» **Exercise material**
*** Begin section ***

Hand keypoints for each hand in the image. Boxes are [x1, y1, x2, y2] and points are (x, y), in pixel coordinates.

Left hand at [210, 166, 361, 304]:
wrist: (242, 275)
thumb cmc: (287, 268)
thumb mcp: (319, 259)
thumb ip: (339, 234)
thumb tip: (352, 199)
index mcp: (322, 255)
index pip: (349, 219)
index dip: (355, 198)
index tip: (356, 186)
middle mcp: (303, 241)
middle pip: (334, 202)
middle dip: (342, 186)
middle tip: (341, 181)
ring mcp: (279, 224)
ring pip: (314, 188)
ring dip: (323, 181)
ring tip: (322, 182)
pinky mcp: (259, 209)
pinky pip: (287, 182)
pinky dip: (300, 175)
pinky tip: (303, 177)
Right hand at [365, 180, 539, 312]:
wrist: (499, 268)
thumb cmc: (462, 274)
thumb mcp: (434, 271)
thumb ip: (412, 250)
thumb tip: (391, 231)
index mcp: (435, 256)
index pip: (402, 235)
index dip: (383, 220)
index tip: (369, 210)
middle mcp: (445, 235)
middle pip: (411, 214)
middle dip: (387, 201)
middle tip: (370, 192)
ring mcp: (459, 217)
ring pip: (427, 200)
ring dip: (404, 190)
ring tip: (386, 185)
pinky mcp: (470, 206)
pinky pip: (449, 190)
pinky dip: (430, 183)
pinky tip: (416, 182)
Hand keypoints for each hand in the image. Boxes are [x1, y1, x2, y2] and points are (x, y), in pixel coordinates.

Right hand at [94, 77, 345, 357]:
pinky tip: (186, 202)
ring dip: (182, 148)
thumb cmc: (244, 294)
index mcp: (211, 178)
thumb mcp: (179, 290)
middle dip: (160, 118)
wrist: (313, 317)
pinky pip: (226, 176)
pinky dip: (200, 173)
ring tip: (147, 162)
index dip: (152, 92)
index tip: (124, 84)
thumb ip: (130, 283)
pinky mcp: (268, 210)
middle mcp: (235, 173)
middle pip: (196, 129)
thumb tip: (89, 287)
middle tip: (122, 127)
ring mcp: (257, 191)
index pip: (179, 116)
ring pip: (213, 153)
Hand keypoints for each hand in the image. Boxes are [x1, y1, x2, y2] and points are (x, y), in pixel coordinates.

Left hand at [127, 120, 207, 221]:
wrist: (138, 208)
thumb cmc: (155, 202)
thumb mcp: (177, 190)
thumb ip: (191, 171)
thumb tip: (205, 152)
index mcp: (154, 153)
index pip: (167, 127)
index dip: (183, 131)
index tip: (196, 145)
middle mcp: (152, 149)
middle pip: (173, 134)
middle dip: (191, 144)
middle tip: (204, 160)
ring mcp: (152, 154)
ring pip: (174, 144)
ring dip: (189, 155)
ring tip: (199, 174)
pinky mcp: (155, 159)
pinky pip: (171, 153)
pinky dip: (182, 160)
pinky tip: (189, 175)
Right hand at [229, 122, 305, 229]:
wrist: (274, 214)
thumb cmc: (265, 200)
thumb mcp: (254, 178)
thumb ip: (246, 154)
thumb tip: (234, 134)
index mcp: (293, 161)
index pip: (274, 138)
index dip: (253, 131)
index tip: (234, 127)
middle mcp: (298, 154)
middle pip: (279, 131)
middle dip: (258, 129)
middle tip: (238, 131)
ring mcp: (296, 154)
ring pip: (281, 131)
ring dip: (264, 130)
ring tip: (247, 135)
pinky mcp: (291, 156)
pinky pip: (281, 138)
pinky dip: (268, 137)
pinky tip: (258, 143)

*** End section ***
*** Begin section ***

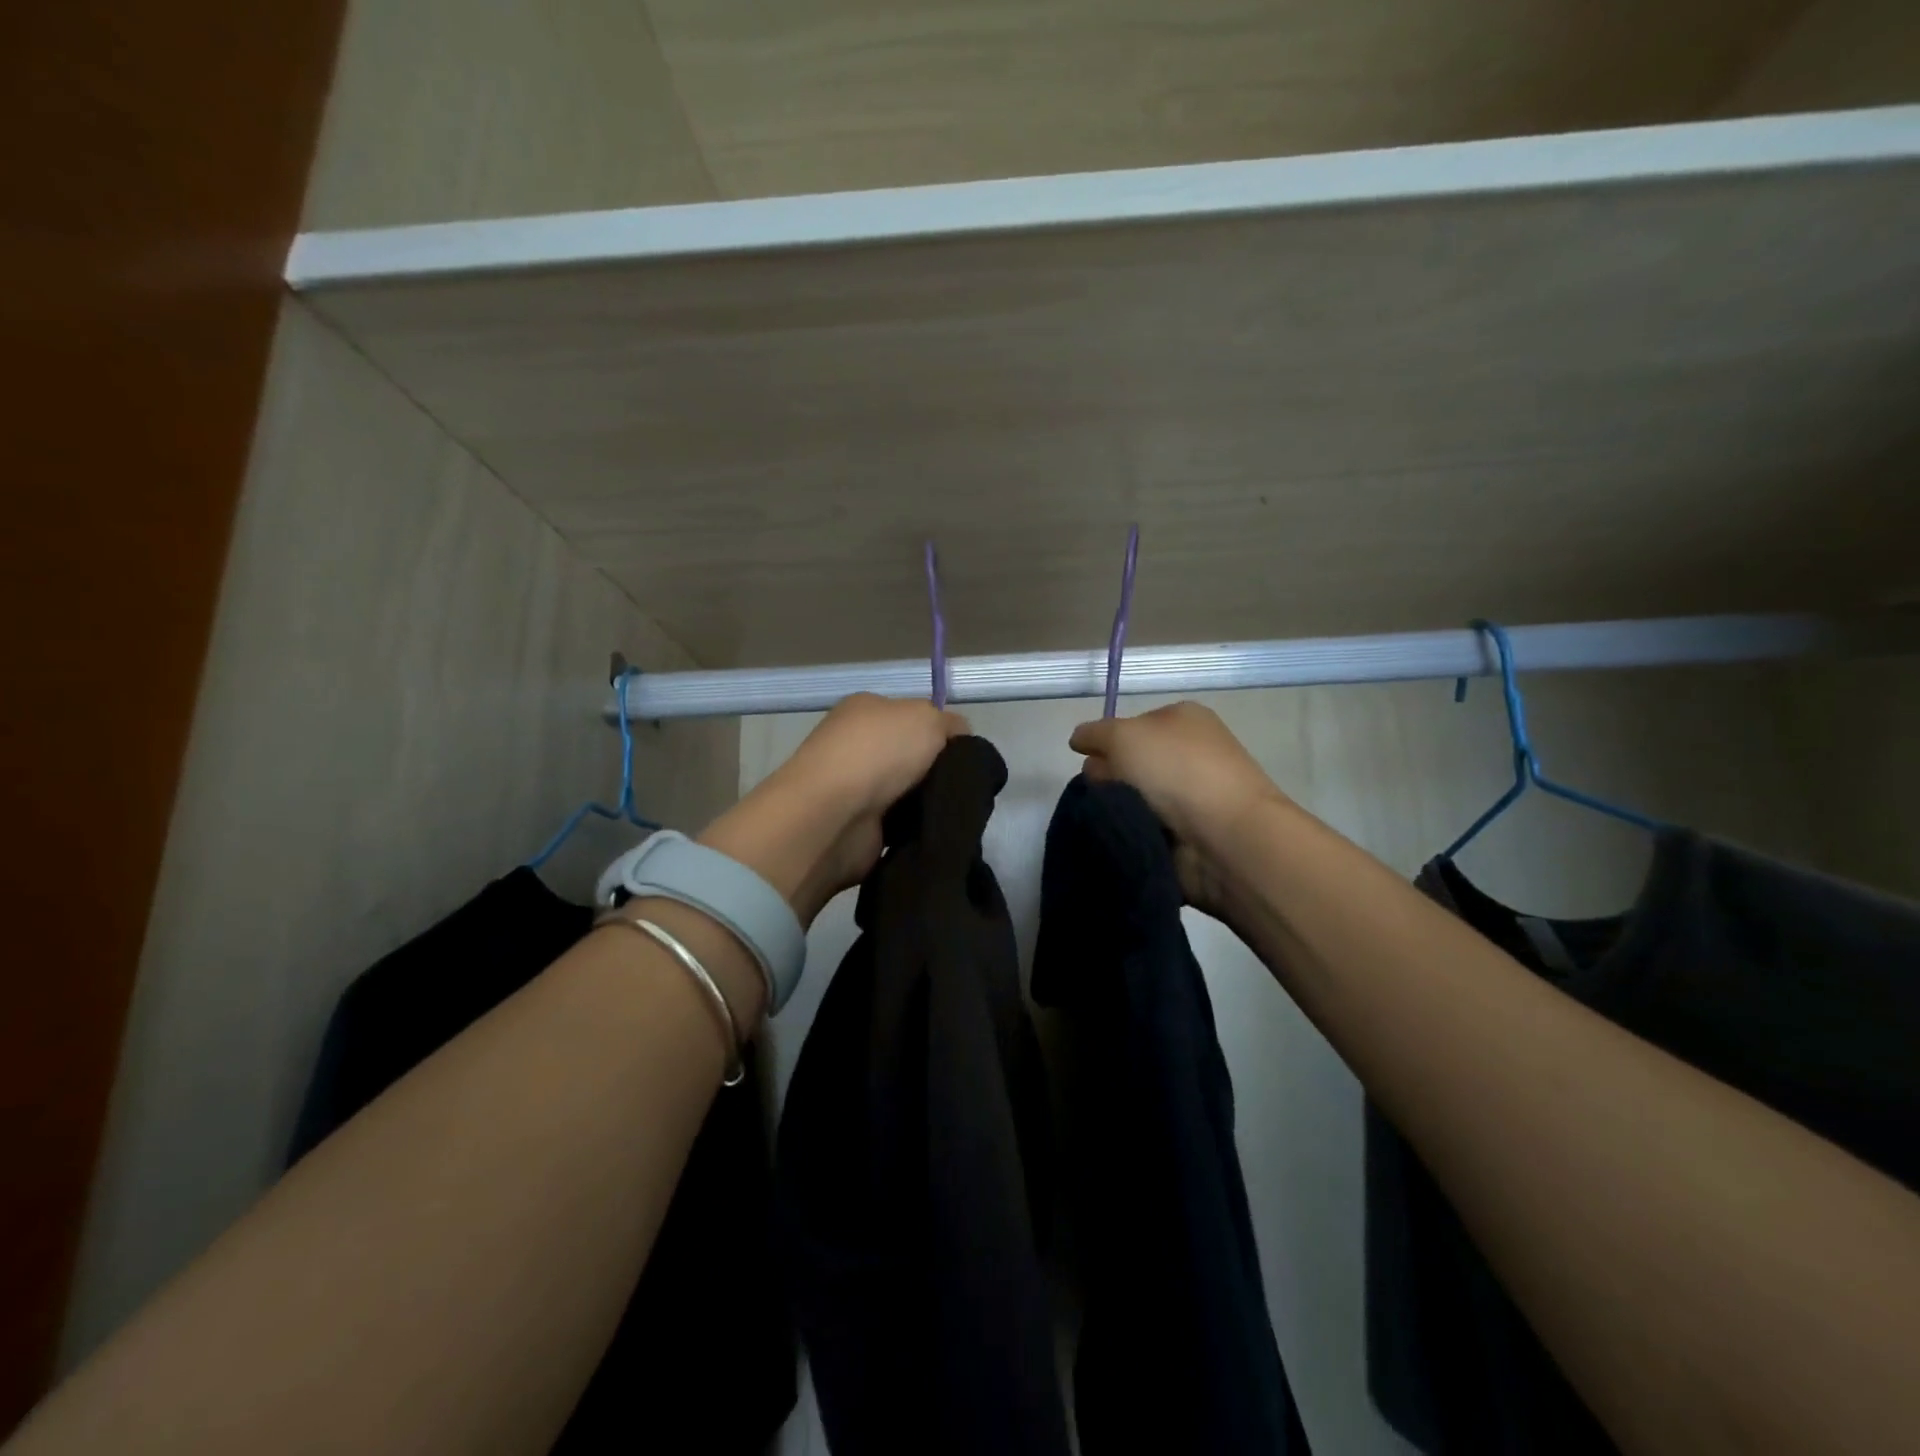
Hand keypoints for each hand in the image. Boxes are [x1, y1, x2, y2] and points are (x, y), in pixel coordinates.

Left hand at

*** End section ***

» **Try it**
Every line above from the line with "ring dip: (404, 190)" to the line with "middle pip: (196, 129)" is wanted, ends included; write them out exactly and add no other line.

» **Task solution**
ring dip: (404, 190)
ring tip: (386, 185)
pinky mcp: (470, 206)
pinky pip: (449, 190)
pinky dip: (430, 183)
pinky tip: (416, 182)
Hand keypoints for each hand in the image. Boxes are [x1, y1, x2, y2] and points are (x, y), in pixel coordinates.

Right hand at [94, 77, 345, 357]:
pinky tip: (186, 202)
ring dip: (182, 148)
thumb cmc: (244, 294)
index mcp: (211, 178)
thumb mcp: (179, 290)
middle dip: (160, 118)
wrist: (313, 317)
pinky pip: (226, 176)
pinky dip: (200, 173)
ring tip: (147, 162)
index dip: (152, 92)
index tip: (124, 84)
thumb ip: (130, 283)
pinky mcp: (268, 210)
middle mcp: (235, 173)
middle pip: (196, 129)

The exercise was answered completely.